The videoconference was hosted by Ursula von der Leyen, head of the European Commission. Covid-19 has killed nearly a quarter of a million people around the world, 140 000 of them in Europe.

The fund-raising drive was hailed by World Health Organisation chief Tedros Adhanom Ghebreyesus as a powerful show of ‘global solidarity’.

While major European powers, along with Japan and Canada, made the biggest pledges from among some 40 countries, the United States was conspicuously absent, which AFP said weakened the event and raised the prospect of an uncoordinated competition to develop and produce a vaccine.

The global vaccine initiative comes as positive cases in South Africa rose by 437 to 7 220. Seven more deaths – six in the Western Cape – were reported, bringing the toll to 138.

Controversy continues to rage over the government’s determination to sustain the ban on cigarettes. In court papers filed at the Pretoria High Court yesterday, the Fair Trade Independent Tobacco Association said the government had not shown how the banning of the sale of cigarettes and tobacco products would be instrumental in reducing the spread of Covid-19.

The urgent application was filed against President Cyril Ramaphosa and Cooperative Governance and Traditional Affairs Minister Nkosazana Dlamini-Zuma. The Presidency had not indicated by last evening if the application would be opposed.

Fin24 reported that British American Tobacco South Africa (BATSA) was seeking clarity on the government’s decision-making process in retaining the ban. The financial news site had previously reported that BATSA had a 78% share in South Africa’s legal cigarette market, and, in 2019 alone, its share of taxes amounted to R13 billion (including excise duties, corporate and other taxes).

President Cyril Ramaphosa said yesterday the decision to retain the ban under the level 4 lockdown was a collective decision and was not a question of ministers ‘doing and saying whatever they want’.
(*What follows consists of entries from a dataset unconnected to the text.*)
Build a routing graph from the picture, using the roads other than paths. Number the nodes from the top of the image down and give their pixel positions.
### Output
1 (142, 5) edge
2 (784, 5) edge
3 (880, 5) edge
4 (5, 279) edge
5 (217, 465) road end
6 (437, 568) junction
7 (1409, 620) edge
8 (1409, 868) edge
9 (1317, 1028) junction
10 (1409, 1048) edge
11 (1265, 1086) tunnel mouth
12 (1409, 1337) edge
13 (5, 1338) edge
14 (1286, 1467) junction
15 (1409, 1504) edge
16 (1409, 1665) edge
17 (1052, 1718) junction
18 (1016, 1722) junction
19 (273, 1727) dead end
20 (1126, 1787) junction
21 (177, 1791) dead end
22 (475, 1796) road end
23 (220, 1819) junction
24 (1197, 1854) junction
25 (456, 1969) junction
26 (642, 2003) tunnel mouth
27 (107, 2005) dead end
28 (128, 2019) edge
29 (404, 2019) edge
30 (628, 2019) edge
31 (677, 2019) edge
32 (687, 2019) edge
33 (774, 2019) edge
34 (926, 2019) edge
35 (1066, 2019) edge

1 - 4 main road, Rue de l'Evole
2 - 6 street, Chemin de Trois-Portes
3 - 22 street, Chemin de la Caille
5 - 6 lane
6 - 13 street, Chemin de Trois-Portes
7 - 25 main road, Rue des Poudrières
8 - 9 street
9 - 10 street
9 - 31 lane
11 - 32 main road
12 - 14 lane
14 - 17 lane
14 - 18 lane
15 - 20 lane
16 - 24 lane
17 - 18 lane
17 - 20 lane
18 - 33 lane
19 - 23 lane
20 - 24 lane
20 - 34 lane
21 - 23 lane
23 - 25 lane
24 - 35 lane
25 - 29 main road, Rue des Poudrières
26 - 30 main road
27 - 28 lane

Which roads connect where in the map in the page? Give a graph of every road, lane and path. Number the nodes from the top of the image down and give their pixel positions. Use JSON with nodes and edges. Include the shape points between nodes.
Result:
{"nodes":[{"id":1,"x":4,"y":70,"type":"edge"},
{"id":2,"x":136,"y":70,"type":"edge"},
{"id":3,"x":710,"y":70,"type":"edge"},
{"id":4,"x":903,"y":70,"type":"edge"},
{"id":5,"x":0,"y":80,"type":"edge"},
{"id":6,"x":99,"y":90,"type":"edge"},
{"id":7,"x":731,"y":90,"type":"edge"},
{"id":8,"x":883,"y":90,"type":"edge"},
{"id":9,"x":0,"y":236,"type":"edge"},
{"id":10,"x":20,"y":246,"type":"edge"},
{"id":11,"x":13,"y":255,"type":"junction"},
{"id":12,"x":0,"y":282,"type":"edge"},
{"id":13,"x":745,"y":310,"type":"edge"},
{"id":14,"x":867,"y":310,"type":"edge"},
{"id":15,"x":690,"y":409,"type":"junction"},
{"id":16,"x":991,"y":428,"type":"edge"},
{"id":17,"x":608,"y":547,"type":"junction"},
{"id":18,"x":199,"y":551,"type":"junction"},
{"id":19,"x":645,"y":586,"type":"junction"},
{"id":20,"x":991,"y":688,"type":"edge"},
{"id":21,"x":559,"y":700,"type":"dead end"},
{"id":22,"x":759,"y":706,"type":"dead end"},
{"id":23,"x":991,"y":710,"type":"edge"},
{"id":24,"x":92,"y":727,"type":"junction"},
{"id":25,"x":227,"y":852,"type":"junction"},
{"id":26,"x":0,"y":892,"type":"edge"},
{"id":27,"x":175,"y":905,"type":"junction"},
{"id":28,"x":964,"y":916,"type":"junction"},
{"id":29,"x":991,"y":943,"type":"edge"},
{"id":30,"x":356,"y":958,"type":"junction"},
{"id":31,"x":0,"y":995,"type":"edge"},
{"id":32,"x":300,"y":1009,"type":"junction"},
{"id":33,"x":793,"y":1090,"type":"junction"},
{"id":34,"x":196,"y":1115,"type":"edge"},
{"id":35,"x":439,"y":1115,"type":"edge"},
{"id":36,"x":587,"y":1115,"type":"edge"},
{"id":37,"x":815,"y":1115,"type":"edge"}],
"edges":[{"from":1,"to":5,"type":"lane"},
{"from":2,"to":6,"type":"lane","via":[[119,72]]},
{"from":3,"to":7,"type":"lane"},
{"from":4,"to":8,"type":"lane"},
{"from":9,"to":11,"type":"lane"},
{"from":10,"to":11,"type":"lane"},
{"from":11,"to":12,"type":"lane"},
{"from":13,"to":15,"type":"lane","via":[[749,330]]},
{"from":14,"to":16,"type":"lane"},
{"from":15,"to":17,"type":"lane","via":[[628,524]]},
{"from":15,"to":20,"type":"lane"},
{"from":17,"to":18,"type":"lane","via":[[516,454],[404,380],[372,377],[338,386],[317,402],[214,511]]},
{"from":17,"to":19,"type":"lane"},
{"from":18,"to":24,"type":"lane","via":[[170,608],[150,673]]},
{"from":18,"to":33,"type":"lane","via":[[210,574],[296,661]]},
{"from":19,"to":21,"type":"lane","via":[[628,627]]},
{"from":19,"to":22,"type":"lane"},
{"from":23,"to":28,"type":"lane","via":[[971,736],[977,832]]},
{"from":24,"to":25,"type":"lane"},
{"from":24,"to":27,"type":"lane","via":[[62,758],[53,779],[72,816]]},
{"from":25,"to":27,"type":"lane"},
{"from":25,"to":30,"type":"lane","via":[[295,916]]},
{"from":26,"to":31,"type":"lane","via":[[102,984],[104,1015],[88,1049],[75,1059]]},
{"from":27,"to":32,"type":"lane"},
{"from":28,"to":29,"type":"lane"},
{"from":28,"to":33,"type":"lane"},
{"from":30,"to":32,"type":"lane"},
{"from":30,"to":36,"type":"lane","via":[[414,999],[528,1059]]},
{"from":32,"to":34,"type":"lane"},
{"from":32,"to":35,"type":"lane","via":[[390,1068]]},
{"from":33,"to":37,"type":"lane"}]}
In a column on News24, editor-in-chief Adriaan Basson – who noted that South Africans were becoming increasingly ‘agitated, annoyed and downright gatvol with each other, the government and the regulations governing our lives’ – urged a rethink on alcohol and cigarettes.

‘Very few countries in the world have completely banned the sale of alcohol and cigarettes during lockdown. You cannot sensibly continue this ban while our hospitals are quiet and the fiscus bleeds dry. There has to be a smart way to open up the limited sale of alcohol and tobacco under Level 4. It is not fair to ask people to wait for Level 3, when we know that our infections and deaths will only increase from here.’

The SA Social Security Agency (Sassa) ran into trouble with accidental double payments in some areas, and no payments in others, because of glitches in the system arising from changing dates for payments as a way of reducing crowding at pay points.

In other virus-related news

  • The British government is launching a pilot track-and-trace strategy, with human contact tracing and an app, on the Isle of Wright this week, according to the BBC. It will allow people to log coronavirus symptoms and inform those who may have been exposed to the virus that they need to isolate. The government aims to have the entire track-and-trace network, including an initial 18 000 contact tracing workers, set up by the middle of the month;
  • Global confirmed cases exceeded 3.5 million, with a death toll of almost 250 000;
  • Italy – the first country in the world to order a nationwide lockdown – joined other European countries in easing some restrictions. Covid-19 deaths in Italy have reached their lowest level since just after its lockdown began two months ago; and
  • President Donald Trump said he was confident of a vaccine by year’s end, but admitted that this might be optimistic.